There was hope in the debate. If we had had a debate before the Syria crisis, we would not have emphasised education as much as we have today. The hon. Member for Gainsborough (Sir Edward Leigh), in an in-depth, considered and informed contribution—it was not lengthy—told us of his personal experience of the benefits that education can bring. It is not an add-on, but an essential part of our response to humanitarian crisis. The difference is that the Syrian refugees are not people for whom conflict was the last straw. Those people had quite good lives by middle eastern standards—in many cases, they are professional people.

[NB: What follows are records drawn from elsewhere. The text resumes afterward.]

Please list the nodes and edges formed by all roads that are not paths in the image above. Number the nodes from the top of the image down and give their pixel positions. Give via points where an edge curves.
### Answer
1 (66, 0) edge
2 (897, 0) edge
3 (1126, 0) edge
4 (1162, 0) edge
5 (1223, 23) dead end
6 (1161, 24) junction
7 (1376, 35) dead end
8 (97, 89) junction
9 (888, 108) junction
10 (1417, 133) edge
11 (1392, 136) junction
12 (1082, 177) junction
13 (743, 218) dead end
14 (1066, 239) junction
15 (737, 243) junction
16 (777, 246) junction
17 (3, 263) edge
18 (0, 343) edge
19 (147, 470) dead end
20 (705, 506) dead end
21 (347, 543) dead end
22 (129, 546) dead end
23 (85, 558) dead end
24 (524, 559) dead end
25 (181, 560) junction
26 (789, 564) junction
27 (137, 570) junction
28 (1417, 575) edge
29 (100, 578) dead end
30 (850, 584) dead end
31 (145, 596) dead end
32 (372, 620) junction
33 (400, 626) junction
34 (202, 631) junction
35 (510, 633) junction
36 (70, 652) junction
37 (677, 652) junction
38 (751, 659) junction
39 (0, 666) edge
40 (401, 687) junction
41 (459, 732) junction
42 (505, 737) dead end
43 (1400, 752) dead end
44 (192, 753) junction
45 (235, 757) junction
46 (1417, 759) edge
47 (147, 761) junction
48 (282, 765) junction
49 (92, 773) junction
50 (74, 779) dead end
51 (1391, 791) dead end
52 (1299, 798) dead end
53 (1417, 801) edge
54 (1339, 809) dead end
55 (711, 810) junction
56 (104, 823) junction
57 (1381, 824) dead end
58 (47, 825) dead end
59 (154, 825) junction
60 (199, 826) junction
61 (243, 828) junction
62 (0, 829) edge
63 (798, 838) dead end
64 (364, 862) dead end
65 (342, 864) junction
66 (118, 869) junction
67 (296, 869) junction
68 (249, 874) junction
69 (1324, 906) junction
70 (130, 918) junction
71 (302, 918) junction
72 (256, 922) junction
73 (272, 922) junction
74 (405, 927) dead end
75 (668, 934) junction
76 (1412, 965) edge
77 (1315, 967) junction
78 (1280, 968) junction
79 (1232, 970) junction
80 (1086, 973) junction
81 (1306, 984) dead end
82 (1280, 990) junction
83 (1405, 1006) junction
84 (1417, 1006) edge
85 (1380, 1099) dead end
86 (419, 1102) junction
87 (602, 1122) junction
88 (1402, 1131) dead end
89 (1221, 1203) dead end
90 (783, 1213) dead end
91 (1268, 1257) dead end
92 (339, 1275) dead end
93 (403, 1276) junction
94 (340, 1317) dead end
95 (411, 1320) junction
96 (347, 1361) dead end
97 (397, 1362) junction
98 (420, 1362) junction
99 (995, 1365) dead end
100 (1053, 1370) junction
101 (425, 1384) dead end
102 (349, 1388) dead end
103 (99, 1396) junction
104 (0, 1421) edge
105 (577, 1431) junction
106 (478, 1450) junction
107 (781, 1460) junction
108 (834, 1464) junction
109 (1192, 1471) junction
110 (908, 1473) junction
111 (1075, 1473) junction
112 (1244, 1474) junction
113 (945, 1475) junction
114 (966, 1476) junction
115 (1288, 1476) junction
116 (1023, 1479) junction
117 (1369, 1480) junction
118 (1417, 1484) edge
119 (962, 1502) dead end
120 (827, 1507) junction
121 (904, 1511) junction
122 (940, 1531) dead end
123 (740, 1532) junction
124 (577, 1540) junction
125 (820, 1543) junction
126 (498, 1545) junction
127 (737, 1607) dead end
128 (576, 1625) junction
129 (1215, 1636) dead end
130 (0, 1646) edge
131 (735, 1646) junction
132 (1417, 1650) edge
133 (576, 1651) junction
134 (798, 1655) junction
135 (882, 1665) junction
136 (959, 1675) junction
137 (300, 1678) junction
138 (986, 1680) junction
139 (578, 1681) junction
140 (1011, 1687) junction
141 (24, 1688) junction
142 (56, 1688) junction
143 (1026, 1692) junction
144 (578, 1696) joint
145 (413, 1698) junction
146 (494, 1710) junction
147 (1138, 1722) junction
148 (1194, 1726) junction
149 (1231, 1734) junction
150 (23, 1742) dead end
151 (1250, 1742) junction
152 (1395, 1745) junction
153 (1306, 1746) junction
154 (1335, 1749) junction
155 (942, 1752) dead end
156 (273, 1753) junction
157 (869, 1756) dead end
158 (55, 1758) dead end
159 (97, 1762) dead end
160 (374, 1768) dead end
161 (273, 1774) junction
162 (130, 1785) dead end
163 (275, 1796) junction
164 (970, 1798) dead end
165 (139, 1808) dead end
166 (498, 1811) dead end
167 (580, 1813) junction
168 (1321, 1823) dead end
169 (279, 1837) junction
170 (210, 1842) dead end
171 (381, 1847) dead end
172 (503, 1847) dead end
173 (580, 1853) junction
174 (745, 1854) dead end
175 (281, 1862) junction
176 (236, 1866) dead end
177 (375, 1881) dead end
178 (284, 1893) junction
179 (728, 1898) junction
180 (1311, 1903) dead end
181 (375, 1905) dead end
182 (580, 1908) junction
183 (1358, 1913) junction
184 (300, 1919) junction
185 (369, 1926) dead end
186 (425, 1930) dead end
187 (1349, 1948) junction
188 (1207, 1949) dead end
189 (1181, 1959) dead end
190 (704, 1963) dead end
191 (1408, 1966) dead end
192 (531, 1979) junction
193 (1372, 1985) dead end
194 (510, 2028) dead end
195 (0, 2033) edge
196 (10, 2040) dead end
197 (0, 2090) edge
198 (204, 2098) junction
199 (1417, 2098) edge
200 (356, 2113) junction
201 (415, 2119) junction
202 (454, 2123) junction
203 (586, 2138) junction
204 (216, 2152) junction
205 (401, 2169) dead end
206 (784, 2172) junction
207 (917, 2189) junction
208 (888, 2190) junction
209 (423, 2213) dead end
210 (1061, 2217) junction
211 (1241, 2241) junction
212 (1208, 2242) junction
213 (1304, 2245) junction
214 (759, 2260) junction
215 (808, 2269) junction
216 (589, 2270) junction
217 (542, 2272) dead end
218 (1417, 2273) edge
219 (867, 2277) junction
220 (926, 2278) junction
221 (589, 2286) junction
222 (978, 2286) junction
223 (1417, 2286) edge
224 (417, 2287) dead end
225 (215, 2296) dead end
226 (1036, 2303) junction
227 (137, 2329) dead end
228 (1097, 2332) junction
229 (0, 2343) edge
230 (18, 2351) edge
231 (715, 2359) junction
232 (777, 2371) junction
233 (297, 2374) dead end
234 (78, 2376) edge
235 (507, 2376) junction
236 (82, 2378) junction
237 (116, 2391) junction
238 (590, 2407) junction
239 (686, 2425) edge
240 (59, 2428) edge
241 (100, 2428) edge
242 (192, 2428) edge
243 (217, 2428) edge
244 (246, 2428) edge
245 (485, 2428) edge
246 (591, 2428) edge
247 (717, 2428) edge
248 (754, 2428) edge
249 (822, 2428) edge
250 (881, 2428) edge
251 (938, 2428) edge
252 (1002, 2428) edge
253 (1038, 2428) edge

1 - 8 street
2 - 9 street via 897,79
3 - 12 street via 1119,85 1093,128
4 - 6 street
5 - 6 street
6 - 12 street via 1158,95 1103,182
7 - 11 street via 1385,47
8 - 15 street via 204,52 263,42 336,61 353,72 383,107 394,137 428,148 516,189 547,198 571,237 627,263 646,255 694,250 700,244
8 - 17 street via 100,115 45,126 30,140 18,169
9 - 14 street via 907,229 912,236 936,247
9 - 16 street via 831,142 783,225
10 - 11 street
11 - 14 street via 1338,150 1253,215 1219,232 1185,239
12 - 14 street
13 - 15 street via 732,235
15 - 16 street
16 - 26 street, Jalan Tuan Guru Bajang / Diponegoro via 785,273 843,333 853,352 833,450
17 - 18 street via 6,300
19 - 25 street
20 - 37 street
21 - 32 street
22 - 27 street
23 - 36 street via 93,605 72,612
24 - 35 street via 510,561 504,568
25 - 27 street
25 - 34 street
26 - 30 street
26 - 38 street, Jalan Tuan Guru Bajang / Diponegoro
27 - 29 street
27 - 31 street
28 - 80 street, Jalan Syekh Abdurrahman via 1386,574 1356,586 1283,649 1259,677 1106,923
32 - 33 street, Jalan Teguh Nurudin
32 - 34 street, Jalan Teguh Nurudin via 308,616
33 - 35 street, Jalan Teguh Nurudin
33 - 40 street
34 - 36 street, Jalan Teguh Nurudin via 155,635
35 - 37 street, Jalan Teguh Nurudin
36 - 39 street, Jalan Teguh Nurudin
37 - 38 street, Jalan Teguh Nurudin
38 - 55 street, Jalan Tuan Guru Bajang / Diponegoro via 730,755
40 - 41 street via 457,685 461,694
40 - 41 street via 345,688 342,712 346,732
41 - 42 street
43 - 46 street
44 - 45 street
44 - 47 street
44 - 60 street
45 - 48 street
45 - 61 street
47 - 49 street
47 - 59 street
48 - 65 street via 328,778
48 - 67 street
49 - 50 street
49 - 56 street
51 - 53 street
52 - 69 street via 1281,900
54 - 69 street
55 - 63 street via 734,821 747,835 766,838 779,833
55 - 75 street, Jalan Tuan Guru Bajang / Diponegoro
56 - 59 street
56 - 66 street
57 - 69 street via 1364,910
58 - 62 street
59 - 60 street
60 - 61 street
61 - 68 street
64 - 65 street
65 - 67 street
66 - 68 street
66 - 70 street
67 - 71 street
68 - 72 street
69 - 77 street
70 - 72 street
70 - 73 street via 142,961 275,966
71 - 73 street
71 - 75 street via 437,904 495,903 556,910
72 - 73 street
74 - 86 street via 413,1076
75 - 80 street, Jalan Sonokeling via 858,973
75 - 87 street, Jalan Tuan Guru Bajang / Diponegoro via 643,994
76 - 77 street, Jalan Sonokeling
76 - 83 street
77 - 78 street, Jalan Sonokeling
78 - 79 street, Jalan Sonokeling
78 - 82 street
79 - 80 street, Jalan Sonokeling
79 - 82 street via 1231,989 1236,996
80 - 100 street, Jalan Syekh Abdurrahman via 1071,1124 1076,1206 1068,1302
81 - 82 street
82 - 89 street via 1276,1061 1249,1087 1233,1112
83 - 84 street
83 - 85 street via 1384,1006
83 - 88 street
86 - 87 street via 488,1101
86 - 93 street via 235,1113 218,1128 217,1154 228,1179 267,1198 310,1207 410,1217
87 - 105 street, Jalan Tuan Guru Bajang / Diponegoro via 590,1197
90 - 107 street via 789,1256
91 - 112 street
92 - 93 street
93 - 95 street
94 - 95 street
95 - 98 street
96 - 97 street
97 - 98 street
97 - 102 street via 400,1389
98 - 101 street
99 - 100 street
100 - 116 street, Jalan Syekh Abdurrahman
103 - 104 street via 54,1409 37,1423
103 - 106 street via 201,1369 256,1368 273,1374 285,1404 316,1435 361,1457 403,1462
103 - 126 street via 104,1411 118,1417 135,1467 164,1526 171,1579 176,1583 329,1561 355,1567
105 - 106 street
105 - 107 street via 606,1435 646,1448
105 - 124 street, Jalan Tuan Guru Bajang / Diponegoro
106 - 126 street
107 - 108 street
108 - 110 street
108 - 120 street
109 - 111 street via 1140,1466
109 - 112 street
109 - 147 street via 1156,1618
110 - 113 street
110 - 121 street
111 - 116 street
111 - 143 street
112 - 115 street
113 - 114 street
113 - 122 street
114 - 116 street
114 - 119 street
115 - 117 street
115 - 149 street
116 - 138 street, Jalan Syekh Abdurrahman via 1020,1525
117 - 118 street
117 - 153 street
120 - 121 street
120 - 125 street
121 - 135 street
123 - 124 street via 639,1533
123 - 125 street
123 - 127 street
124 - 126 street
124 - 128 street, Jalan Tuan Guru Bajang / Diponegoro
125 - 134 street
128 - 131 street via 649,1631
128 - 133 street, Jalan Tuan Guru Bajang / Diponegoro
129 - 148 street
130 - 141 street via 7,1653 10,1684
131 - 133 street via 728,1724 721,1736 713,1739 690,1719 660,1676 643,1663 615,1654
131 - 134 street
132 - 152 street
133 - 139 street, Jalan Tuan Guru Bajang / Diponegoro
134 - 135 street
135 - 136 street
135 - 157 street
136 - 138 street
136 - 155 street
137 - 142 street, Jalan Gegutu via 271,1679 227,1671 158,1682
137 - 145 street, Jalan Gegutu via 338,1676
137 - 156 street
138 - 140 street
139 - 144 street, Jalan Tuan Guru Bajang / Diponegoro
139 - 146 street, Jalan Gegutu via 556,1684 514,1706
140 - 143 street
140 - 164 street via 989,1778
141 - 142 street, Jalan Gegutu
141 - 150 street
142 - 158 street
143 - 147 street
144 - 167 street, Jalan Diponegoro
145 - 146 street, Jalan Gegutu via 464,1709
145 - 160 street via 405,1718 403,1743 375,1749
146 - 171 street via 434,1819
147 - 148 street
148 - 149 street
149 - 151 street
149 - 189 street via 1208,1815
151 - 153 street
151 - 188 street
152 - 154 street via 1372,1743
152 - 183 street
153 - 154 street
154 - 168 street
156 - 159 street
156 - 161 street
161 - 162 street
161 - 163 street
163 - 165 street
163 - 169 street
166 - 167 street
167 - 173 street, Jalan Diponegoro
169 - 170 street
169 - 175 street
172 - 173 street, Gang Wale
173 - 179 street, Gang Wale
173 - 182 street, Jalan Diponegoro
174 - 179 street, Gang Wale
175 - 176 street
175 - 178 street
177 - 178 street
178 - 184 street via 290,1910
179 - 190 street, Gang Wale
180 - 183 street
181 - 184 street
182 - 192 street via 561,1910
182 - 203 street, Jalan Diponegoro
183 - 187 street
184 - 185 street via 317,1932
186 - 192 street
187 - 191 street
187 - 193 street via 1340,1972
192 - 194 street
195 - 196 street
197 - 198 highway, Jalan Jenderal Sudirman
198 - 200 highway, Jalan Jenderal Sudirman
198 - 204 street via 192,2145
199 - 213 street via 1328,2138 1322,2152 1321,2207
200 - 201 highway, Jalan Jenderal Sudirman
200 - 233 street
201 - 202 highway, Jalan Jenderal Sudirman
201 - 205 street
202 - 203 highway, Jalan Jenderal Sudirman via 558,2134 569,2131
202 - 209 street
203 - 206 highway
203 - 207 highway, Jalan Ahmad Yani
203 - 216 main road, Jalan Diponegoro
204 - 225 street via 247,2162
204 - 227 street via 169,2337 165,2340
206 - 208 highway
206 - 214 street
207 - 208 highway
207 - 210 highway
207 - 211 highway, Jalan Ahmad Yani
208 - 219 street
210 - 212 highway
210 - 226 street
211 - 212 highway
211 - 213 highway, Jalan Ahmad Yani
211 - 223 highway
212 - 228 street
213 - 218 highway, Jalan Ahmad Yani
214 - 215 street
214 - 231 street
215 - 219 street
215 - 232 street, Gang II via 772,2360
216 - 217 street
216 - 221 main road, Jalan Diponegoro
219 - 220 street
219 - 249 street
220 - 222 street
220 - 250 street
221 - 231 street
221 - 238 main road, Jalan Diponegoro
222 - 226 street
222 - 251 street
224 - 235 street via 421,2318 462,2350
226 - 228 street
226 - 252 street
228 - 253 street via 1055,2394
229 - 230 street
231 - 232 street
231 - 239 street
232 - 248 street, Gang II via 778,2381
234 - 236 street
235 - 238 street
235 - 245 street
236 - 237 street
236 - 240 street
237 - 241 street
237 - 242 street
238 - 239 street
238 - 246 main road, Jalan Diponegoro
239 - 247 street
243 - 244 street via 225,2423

For children who have seen and experienced things that no child should ever see, there is not a loss of hope, because children have a wonderful quality—resilience. All we need to do is give them that bridge to a life that was good. That can mean education or an attachment to one person in their lives who makes them feel valued. I presume the hon. Member for East Worthing and Shoreham (Tim Loughton) was talking about going to the Zaatari camp. One amazing thing that struck me is that families there now have a supermarket to go to. It would be the most amazing therapeutic experience for a child to be in a supermarket trolley, because it is a bridge to a life in which that child was a happy child. We need to offer children all the time those bridges and opportunities to a better and happier time, and to a childhood.

I thank the Minister for the work that he and his Department are doing. He has the support of Members on both sides of the House. Today, it seems that we are all comrades.

Question put and agreed to.

Resolved,

That this House has considered the matter of protecting children in conflict.